What's Huntington's disease?Huntington's disease (HD) is a devastating, degenerative brain disorder for which there is, at present, no effective treatment or cure. HD slowly diminishes the affected individual’s ability to walk, think, talk and reason. Eventually, the person with HD becomes totally dependent upon others for his or her care. Huntington’s Disease profoundly affects the
lives of entire families: emotionally, socially and economically.

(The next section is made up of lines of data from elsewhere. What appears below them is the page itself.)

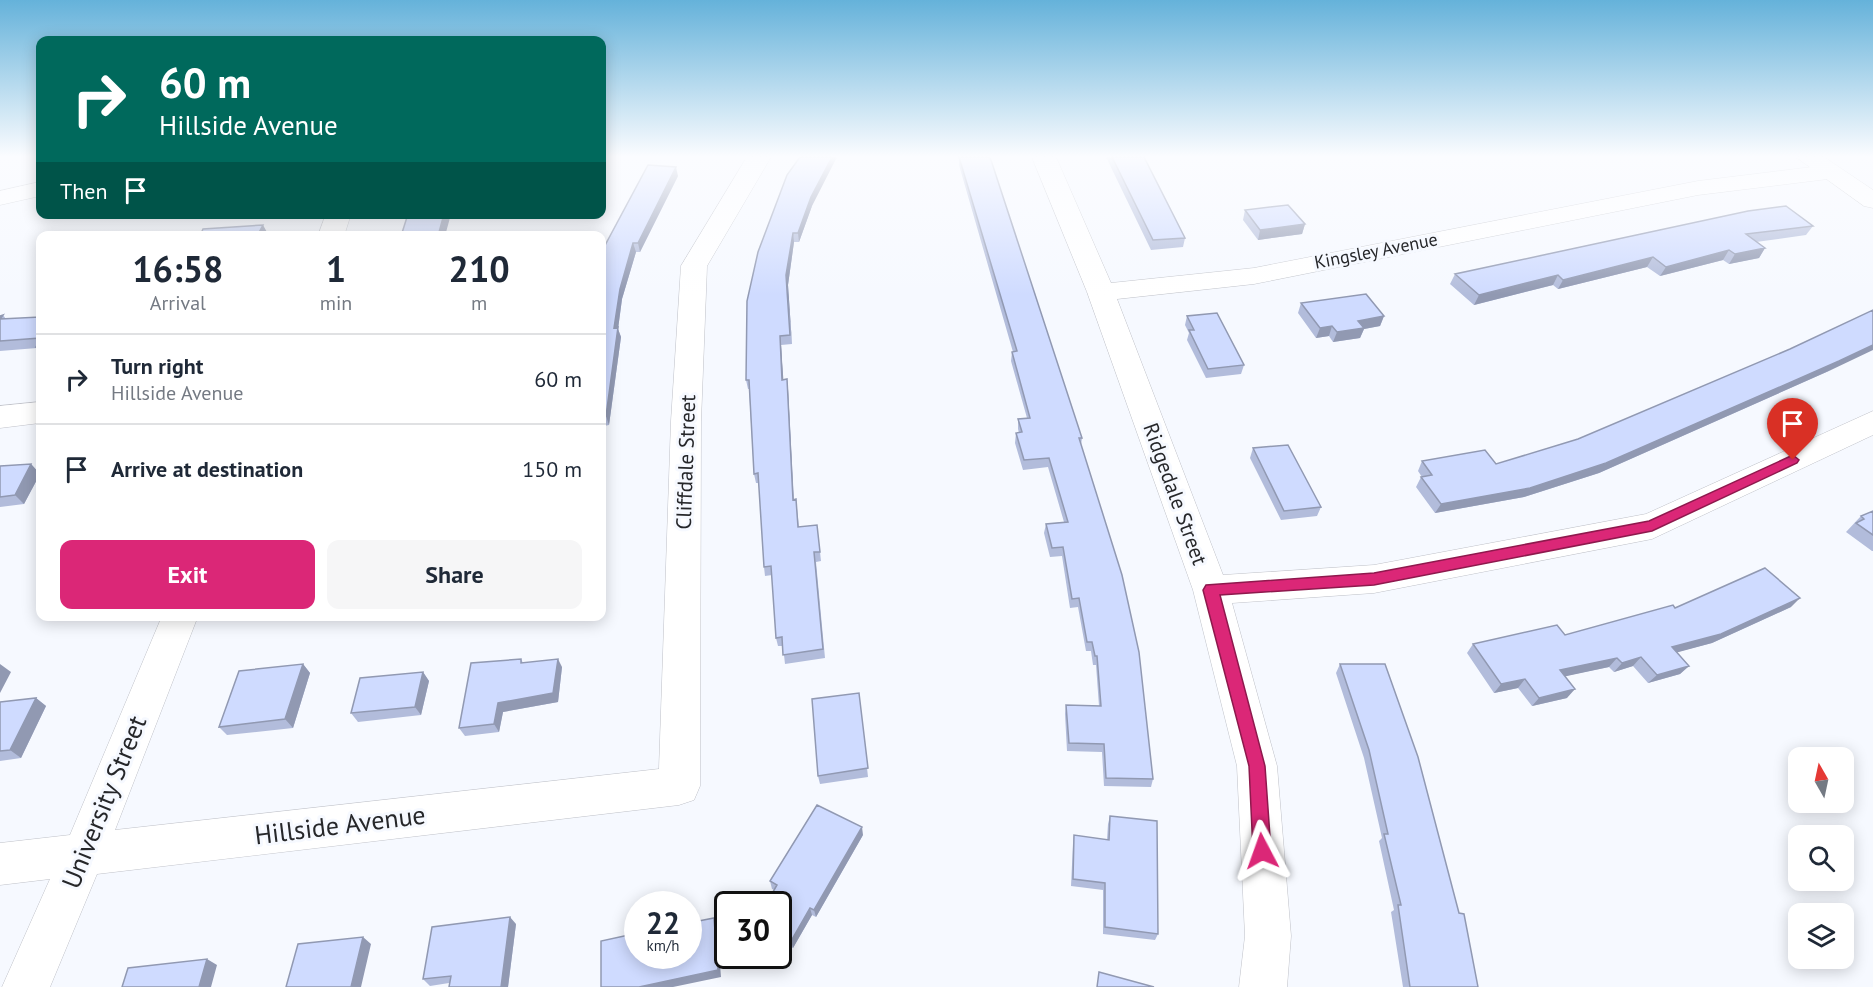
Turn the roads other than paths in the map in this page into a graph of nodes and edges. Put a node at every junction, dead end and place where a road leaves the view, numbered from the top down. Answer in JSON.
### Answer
{"nodes":[{"id":1,"x":732,"y":203,"type":"edge"},
{"id":2,"x":1063,"y":203,"type":"edge"},
{"id":3,"x":1622,"y":203,"type":"edge"},
{"id":4,"x":1101,"y":292,"type":"junction"},
{"id":5,"x":36,"y":413,"type":"edge"},
{"id":6,"x":0,"y":417,"type":"edge"},
{"id":7,"x":1873,"y":422,"type":"edge"},
{"id":8,"x":1211,"y":590,"type":"junction"},
{"id":9,"x":178,"y":621,"type":"edge"},
{"id":10,"x":679,"y":786,"type":"joint"},
{"id":11,"x":84,"y":854,"type":"junction"},
{"id":12,"x":0,"y":864,"type":"edge"},
{"id":13,"x":26,"y":987,"type":"edge"},
{"id":14,"x":1263,"y":987,"type":"edge"}],
"edges":[{"from":1,"to":10,"type":"street","name":"Cliffdale Street"},
{"from":2,"to":4,"type":"street","name":"Ridgedale Street"},
{"from":3,"to":4,"type":"street","name":"Kingsley Avenue"},
{"from":4,"to":8,"type":"street","name":"Ridgedale Street"},
{"from":5,"to":6,"type":"street"},
{"from":7,"to":8,"type":"street"},
{"from":8,"to":14,"type":"street","name":"Ridgedale Street"},
{"from":9,"to":11,"type":"street","name":"University Street"},
{"from":10,"to":11,"type":"street","name":"Hillside Avenue"},
{"from":11,"to":12,"type":"street","name":"Hillside Avenue"},
{"from":11,"to":13,"type":"street","name":"University Street"}]}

Huntington's results from genetically programmed degeneration of nerve cells, called neurons, in certain areas of the brain. Degeneration causes uncontrolled movements, loss of intellectual faculties, and emotional disturbance. Symptoms most commonly begin between the ages of 35-50, although onset can occur in young and old people. Huntington's Disease research is rapidly progressing but there is not yet a cure. Huntington's disease affects three main areas of function: motor, mood, and cognition. Motor disturbances can fall into two categories: too much movement and too little movement. Chorea (involuntary dance-like movements) can affect any part of the body. It is commonly seen as restless, wriggling movements of the fingers or toes in the early stages of the disease. Movements tend to become larger over time and can involve the face, arms, trunk and legs. Chorea may appear more pronounced when an individual is under stress or experiencing an extreme of emotion. It tends to lessen in the later stages of HD. Rigidity or muscle stiffness and slowness may also be present. This is more common when onset occurs in childhood or adolescence and also in more advanced disease. Both chorea and rigidity can interfere with mobility and coordination.